Ausgehend von den Angaben der Beschwerdeführerin zum Gesundheitszustand ihres Sohnes in den Einvernahmen vor dem Bundesasylamt (er brauche als Dialysepatient ständige Pflege, Diäten und Behandlung, zudem sei er taub und könne nur Lippenlesen, was ihm allerdings auf Deutsch sehr schwer falle) sowie dem Berufungsvorbringen (aufgrund seines Gesundheitszustandes sei nicht absehbar, wie lange er überhaupt noch leben werde) hätte die belangte Behörde vielmehr Feststellungen zu dessen tatsächlicher Betreuungssituation treffen und in der Folge die privaten Interessen der Beschwerdeführerin am Verbleib bei ihrem Sohn gegen die öffentlichen Interessen an einer Aufenthaltsbeendigung abwägen müssen.
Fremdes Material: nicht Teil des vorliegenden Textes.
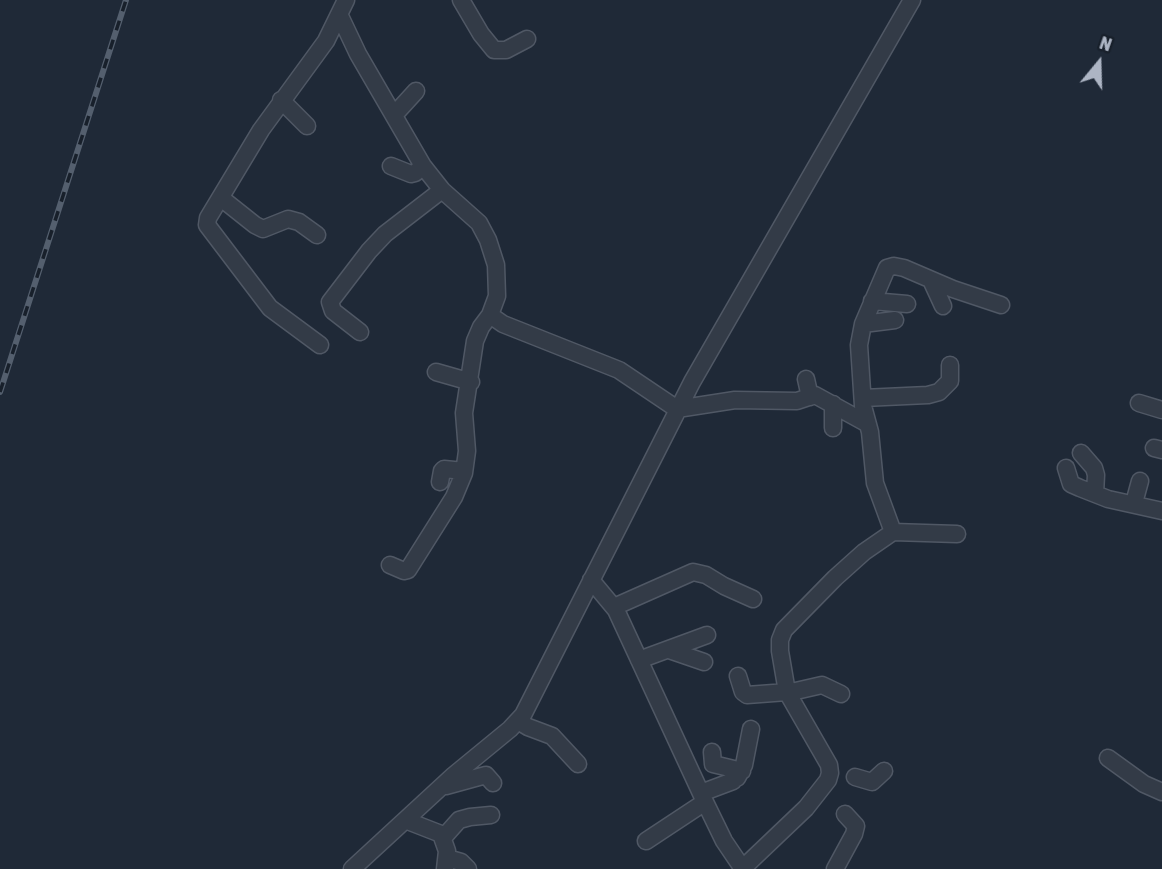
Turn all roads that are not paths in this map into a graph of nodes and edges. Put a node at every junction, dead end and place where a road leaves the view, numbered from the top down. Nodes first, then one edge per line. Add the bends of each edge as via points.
1 (461, 0) edge
2 (912, 0) edge
3 (343, 8) edge
4 (527, 39) dead end
5 (416, 91) dead end
6 (281, 100) junction
7 (395, 114) junction
8 (307, 126) dead end
9 (391, 166) dead end
10 (424, 166) junction
11 (442, 190) junction
12 (221, 198) junction
13 (317, 235) dead end
14 (931, 280) junction
15 (872, 301) junction
16 (907, 304) dead end
17 (1001, 305) dead end
18 (943, 306) dead end
19 (490, 316) junction
20 (895, 320) dead end
21 (863, 324) junction
22 (360, 332) dead end
23 (320, 345) dead end
24 (950, 365) dead end
25 (436, 372) dead end
26 (806, 379) dead end
27 (471, 382) junction
28 (810, 397) junction
29 (863, 398) junction
30 (1139, 403) dead end
31 (833, 404) junction
32 (677, 409) junction
33 (1162, 410) edge
34 (866, 423) junction
35 (833, 428) dead end
36 (1081, 453) dead end
37 (1066, 468) dead end
38 (464, 471) junction
39 (1140, 481) dead end
40 (440, 482) dead end
41 (1095, 494) junction
42 (1134, 503) junction
43 (1162, 511) edge
44 (893, 532) junction
45 (957, 534) dead end
46 (390, 565) dead end
47 (591, 580) junction
48 (753, 599) dead end
49 (614, 607) junction
50 (707, 635) dead end
51 (669, 650) junction
52 (639, 660) junction
53 (704, 662) dead end
54 (738, 677) dead end
55 (787, 693) junction
56 (841, 694) dead end
57 (519, 721) junction
58 (751, 729) dead end
59 (712, 752) dead end
60 (1108, 758) dead end
61 (578, 764) dead end
62 (830, 769) junction
63 (884, 771) dead end
64 (737, 777) junction
65 (493, 783) dead end
66 (441, 787) junction
67 (1162, 792) edge
68 (703, 797) junction
69 (845, 814) dead end
70 (491, 815) dead end
71 (405, 820) junction
72 (443, 838) junction
73 (646, 841) dead end
74 (446, 864) edge
75 (352, 869) edge
76 (468, 869) edge
77 (743, 869) edge
78 (835, 869) edge

1 - 4 street via 494,50 506,50
2 - 32 street
3 - 6 street via 326,41
3 - 7 street via 359,54
5 - 7 street
6 - 8 street
6 - 12 street
7 - 10 street
9 - 10 street via 411,174
10 - 11 street
11 - 19 street via 479,223 488,240 496,265 497,296
11 - 22 street via 385,234 330,302 333,311
12 - 13 street via 263,229 288,219
12 - 23 street via 208,218 208,229 270,308
14 - 15 street via 890,266
14 - 17 street
14 - 18 street
15 - 16 street
15 - 21 street
19 - 27 street via 475,341
19 - 32 street via 619,370
20 - 21 street
21 - 29 street via 859,345
24 - 29 street via 950,382 939,392
25 - 27 street
26 - 28 street
27 - 38 street via 464,413
28 - 31 street
28 - 32 street via 735,400
29 - 34 street
30 - 33 street
31 - 34 street
31 - 35 street
32 - 47 street
34 - 44 street via 879,454 870,494
36 - 41 street via 1094,468
37 - 41 street via 1071,484
38 - 40 street via 444,469
38 - 46 street via 454,497 408,570
39 - 42 street
41 - 42 street
42 - 43 street
44 - 45 street
44 - 55 street via 835,578 784,630 780,651
47 - 49 street
47 - 57 street
48 - 49 street via 693,572
49 - 52 street
50 - 51 street
51 - 52 street
51 - 53 street
52 - 68 street
54 - 55 street via 747,695
55 - 56 street via 822,685
55 - 62 street
57 - 61 street via 552,736
57 - 66 street
58 - 64 street
59 - 64 street via 712,764
60 - 67 street
62 - 63 street via 872,782
62 - 77 street via 828,780 806,808
64 - 68 street
65 - 66 street via 486,775
66 - 71 street
68 - 73 street
68 - 77 street
69 - 78 street via 856,826
70 - 72 street via 459,820
71 - 72 street
71 - 75 street
72 - 74 street
74 - 76 street via 461,862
Im Hinblick auf das Vorbringen in der Beschwerde (und der dieser angeschlossenen Befunde) kann auch nicht ausgeschlossen werden, dass die belangte Behörde nach entsprechenden Feststellungen zu einem anderen Verfahrensergebnis gelangt wäre. Demnach bestehe eine besondere Betreuungsbedürftigkeit des Sohnes der Beschwerdeführerin (zusammengefasst) auf Grund einer Niereninsuffizienz und der deshalb notwendigen dreimal wöchentlichen Dialysebehandlung, einer Reihe von Begleiterkrankungen, körperlicher Schwäche und besonderer Infektionsgefährdung sowie "psychischen Reaktions- und Auto-Aggressionszuständen".

Der angefochtene Bescheid war daher in seinem Ausspruch betreffend die Ausweisung der Beschwerdeführerin nach Georgien (Bestätigung des Spruchpunktes III. des erstinstanzlichen Bescheides) wegen Rechtswidrigkeit infolge Verletzung von Verfahrensvorschriften gemäß § 42 Abs. 2 Z 3 lit. b und c VwGG aufzuheben.
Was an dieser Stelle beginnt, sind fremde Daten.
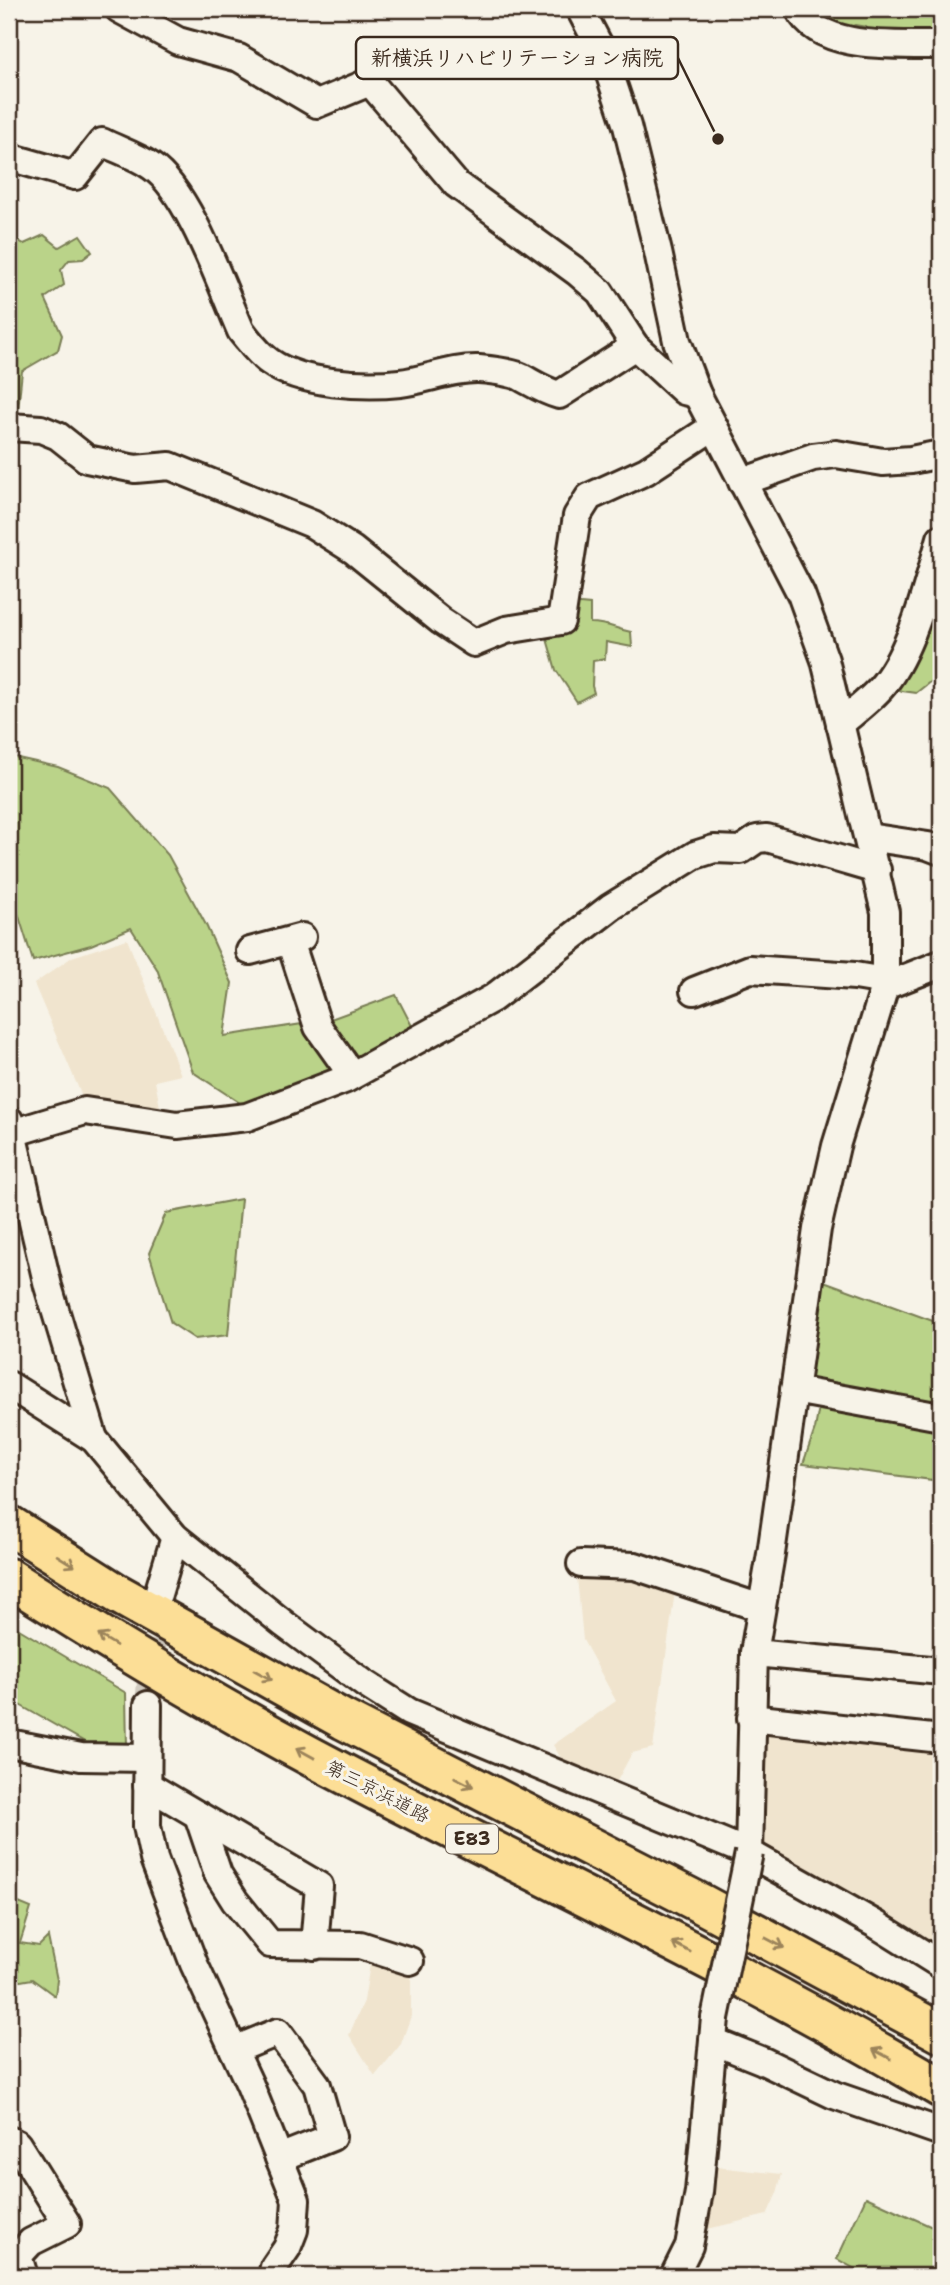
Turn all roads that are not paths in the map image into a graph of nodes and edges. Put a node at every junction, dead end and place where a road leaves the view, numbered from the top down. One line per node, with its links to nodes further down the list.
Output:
1 (120, 9): 6 (street)
2 (580, 9): 7 (street)
3 (799, 9): 4 (street)
4 (941, 45)
5 (9, 157): 6 (street)
6 (635, 346): 7 (street)
7 (697, 394): 9 (street)
8 (9, 427): 9 (street)
9 (713, 427): 11 (street)
10 (941, 454): 11 (street)
11 (742, 482): 13 (street)
12 (941, 538): 13 (street)
13 (840, 724): 14 (street)
14 (868, 837): 15 (street); 16 (street)
15 (941, 850)
16 (877, 870): 19 (street); 21 (street)
17 (250, 951): 21 (street)
18 (941, 964): 19 (street)
19 (885, 983): 20 (street); 24 (street)
20 (694, 991)
21 (352, 1075): 22 (street)
22 (10, 1127): 26 (street)
23 (9, 1385): 26 (street)
24 (794, 1390): 25 (street); 32 (street)
25 (941, 1417)
26 (94, 1439): 28 (street)
27 (9, 1525): 47 (highway, E83, one-way to 47)
28 (175, 1537): 31 (street); 42 (street)
29 (581, 1564): 32 (street)
30 (9, 1578): 49 (highway, 第三京浜道路 / E83, one-way to 30)
31 (158, 1594)
32 (761, 1608): 33 (street)
33 (754, 1653): 34 (street); 36 (street)
34 (941, 1671)
35 (148, 1705): 39 (street)
36 (751, 1718): 37 (street); 42 (street)
37 (941, 1739)
38 (9, 1743): 39 (street)
39 (147, 1758): 40 (street)
40 (147, 1785): 41 (street); 48 (street)
41 (198, 1815): 43 (street); 43 (street)
42 (749, 1853): 45 (street); 46 (street, bridge)
43 (314, 1946): 44 (street)
44 (410, 1961)
45 (941, 1965)
46 (714, 2029): 50 (street); 55 (street)
47 (941, 2034)
48 (234, 2050): 52 (street); 52 (street)
49 (941, 2088)
50 (941, 2132)
51 (9, 2140): 53 (street)
52 (279, 2158): 54 (street)
53 (24, 2276)
54 (272, 2276)
55 (674, 2276)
Der Ausspruch über den Aufwandersatz beruht auf den §§ 47 ff VwGG iVm der VwGH-Aufwandersatzverordnung 2008, BGBl. II Nr. 455.

Zu II.:

Gemäß Art. 131 Abs. 3 B-VG und § 33a VwGG kann der Verwaltungsgerichtshof die Behandlung einer Beschwerde gegen einen Bescheid des unabhängigen Bundesasylsenates durch Beschluss ablehnen, wenn die Entscheidung nicht von der Lösung einer Rechtsfrage abhängt, der grundsätzliche Bedeutung zukommt, insbesondere weil von der Rechtsprechung des Verwaltungsgerichtshofes abgewichen wird, eine solche Rechtsprechung fehlt oder die zu lösende Rechtsfrage in der bisherigen Rechtsprechung des Verwaltungsgerichtshofes nicht einheitlich beantwortet wird.

Die Beschwerde wirft - soweit sie sich auf die Bestätigung der Abweisung des Asylantrages der Beschwerdeführerin sowie die Refoulemententscheidung bezieht - keine für die Entscheidung dieses Falles maßgeblichen Rechtsfragen auf, denen im Sinne der zitierten Bestimmungen grundsätzliche Bedeutung zukäme. Gesichtspunkte, die dessen ungeachtet gegen eine Ablehnung der Beschwerdebehandlung sprechen würden, liegen nicht vor.

Der Verwaltungsgerichtshof hat daher beschlossen, die Behandlung der Beschwerde in diesem Umfang abzulehnen.